- [ASSIGNMENT] Where in the data does the word "Saraiva" appear? Find those lines and copy them.

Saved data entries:
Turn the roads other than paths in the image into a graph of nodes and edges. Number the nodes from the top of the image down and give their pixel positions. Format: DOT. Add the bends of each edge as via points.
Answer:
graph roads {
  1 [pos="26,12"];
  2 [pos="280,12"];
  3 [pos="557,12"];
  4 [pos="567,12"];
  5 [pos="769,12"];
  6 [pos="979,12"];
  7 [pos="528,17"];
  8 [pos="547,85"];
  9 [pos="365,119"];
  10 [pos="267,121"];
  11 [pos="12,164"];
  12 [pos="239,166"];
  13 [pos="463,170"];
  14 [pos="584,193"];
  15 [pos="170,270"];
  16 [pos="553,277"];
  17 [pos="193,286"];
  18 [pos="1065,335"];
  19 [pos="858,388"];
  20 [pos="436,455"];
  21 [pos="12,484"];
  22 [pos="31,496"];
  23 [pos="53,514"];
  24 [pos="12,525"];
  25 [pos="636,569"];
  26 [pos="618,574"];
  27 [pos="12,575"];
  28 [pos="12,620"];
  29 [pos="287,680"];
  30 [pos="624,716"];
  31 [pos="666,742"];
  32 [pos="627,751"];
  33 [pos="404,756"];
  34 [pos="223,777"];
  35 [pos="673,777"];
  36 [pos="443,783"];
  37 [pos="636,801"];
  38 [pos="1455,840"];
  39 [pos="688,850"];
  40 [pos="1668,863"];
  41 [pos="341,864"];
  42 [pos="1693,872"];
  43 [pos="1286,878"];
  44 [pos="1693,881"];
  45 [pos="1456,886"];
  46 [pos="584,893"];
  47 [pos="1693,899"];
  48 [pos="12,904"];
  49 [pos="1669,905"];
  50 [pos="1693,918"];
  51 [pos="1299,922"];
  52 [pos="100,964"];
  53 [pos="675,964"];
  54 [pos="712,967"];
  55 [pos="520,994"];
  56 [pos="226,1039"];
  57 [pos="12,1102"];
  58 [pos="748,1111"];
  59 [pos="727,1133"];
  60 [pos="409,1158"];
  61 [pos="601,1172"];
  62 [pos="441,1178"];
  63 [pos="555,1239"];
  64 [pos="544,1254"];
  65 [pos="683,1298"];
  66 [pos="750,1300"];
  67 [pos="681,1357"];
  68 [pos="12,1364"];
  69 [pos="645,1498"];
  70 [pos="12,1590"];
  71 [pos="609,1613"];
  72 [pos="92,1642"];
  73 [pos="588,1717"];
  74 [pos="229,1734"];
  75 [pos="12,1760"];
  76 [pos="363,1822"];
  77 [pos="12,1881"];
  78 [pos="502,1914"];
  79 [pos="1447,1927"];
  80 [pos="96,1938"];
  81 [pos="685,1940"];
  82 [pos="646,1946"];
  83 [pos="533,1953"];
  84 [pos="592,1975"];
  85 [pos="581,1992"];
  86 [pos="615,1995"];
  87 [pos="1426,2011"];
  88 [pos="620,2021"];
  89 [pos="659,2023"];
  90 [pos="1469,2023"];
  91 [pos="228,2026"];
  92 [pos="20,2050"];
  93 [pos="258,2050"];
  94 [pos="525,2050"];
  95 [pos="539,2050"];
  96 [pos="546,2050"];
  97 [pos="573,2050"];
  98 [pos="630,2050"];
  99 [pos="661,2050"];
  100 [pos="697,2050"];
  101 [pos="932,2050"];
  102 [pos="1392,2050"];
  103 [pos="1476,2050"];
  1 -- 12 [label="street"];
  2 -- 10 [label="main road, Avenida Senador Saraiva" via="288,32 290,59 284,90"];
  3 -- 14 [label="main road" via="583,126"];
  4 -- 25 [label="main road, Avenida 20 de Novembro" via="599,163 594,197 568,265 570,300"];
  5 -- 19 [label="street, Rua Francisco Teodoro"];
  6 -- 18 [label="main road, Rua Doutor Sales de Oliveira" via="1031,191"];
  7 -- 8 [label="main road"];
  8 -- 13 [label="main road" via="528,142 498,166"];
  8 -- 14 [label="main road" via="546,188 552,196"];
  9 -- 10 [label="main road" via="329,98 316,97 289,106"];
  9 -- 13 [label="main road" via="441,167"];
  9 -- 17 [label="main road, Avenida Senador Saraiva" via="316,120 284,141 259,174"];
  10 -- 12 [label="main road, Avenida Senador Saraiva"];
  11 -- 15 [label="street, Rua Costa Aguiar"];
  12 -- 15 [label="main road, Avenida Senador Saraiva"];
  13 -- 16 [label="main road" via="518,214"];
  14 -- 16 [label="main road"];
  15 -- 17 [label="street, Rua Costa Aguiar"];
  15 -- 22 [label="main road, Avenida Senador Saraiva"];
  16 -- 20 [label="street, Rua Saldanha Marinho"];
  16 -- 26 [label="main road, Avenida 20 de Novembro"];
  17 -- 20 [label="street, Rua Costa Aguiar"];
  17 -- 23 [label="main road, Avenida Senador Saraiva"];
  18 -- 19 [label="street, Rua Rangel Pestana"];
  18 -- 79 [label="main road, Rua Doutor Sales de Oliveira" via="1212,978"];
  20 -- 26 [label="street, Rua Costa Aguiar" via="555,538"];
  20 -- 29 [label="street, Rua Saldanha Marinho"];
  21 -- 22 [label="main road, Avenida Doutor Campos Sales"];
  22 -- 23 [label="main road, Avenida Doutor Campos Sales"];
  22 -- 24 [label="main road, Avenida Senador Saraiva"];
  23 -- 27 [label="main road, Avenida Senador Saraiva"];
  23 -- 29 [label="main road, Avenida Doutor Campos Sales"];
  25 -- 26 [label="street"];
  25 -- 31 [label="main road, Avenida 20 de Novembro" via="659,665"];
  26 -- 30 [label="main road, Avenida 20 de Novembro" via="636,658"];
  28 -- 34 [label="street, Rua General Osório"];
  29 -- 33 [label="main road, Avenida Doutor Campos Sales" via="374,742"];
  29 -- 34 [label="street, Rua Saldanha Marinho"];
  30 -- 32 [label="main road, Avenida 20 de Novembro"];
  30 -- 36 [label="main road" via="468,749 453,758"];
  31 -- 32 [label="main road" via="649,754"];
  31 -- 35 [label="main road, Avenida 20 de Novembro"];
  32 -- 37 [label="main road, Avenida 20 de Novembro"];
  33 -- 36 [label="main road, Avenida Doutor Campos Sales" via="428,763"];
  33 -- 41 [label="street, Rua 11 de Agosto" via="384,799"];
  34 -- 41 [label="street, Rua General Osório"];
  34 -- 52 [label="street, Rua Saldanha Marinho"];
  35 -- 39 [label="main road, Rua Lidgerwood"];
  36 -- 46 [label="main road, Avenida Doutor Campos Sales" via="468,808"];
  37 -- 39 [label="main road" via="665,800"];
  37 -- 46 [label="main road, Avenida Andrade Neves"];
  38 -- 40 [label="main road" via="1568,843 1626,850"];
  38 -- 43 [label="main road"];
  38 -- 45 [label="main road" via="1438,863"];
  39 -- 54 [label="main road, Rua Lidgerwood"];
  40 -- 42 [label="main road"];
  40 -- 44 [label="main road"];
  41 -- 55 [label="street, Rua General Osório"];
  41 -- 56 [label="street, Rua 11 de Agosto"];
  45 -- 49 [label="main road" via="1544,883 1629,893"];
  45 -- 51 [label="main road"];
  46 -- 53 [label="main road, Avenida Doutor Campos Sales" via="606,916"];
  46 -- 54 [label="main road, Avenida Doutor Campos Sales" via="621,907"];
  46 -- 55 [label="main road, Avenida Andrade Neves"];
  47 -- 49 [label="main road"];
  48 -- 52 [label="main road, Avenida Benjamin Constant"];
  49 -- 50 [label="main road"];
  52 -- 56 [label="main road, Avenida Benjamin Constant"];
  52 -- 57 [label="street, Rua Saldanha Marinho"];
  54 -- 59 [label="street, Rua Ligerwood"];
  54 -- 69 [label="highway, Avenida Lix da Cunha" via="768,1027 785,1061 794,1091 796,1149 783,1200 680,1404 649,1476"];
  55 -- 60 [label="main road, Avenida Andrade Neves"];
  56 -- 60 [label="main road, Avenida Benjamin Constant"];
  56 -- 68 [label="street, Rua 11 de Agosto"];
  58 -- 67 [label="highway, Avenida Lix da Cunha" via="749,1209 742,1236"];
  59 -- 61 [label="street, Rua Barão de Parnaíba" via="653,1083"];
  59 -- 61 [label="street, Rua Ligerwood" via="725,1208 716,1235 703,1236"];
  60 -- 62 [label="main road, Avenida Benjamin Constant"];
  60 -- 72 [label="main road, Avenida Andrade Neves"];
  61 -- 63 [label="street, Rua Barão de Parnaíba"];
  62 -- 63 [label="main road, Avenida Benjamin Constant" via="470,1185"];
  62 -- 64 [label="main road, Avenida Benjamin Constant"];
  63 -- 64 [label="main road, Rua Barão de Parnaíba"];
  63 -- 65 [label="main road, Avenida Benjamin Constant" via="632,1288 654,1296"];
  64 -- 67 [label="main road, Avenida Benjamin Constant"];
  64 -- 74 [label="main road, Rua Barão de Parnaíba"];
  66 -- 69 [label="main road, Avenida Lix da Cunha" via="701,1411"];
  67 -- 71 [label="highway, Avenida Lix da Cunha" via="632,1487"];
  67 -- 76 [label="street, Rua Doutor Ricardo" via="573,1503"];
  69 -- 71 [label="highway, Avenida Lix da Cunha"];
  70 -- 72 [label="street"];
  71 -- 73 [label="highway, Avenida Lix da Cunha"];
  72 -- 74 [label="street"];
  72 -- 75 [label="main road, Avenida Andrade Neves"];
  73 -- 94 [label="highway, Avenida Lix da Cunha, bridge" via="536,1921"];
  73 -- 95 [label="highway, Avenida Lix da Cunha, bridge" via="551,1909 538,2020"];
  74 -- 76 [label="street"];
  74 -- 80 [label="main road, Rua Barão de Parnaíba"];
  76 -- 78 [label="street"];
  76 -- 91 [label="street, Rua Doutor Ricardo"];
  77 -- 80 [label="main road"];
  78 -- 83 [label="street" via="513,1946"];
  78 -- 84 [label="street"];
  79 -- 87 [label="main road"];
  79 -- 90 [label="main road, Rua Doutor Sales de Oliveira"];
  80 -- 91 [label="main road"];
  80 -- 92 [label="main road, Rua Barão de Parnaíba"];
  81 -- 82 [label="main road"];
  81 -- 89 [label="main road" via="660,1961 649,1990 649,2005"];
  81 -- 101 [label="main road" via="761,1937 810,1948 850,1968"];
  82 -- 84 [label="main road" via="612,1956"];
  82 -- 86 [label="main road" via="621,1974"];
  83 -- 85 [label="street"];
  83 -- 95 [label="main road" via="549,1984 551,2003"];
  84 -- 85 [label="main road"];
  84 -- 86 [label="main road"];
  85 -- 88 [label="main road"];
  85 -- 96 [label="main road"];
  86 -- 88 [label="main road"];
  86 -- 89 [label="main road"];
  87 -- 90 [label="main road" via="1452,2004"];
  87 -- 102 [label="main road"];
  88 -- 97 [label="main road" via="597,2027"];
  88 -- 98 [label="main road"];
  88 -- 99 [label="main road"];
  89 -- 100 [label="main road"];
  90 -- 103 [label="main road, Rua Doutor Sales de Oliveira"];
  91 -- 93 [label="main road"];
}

- [REPLY]
  2 -- 10 [label="main road, Avenida Senador Saraiva" via="288,32 290,59 284,90"];
  9 -- 17 [label="main road, Avenida Senador Saraiva" via="316,120 284,141 259,174"];
  10 -- 12 [label="main road, Avenida Senador Saraiva"];
  12 -- 15 [label="main road, Avenida Senador Saraiva"];
  15 -- 22 [label="main road, Avenida Senador Saraiva"];
  17 -- 23 [label="main road, Avenida Senador Saraiva"];
  22 -- 24 [label="main road, Avenida Senador Saraiva"];
  23 -- 27 [label="main road, Avenida Senador Saraiva"];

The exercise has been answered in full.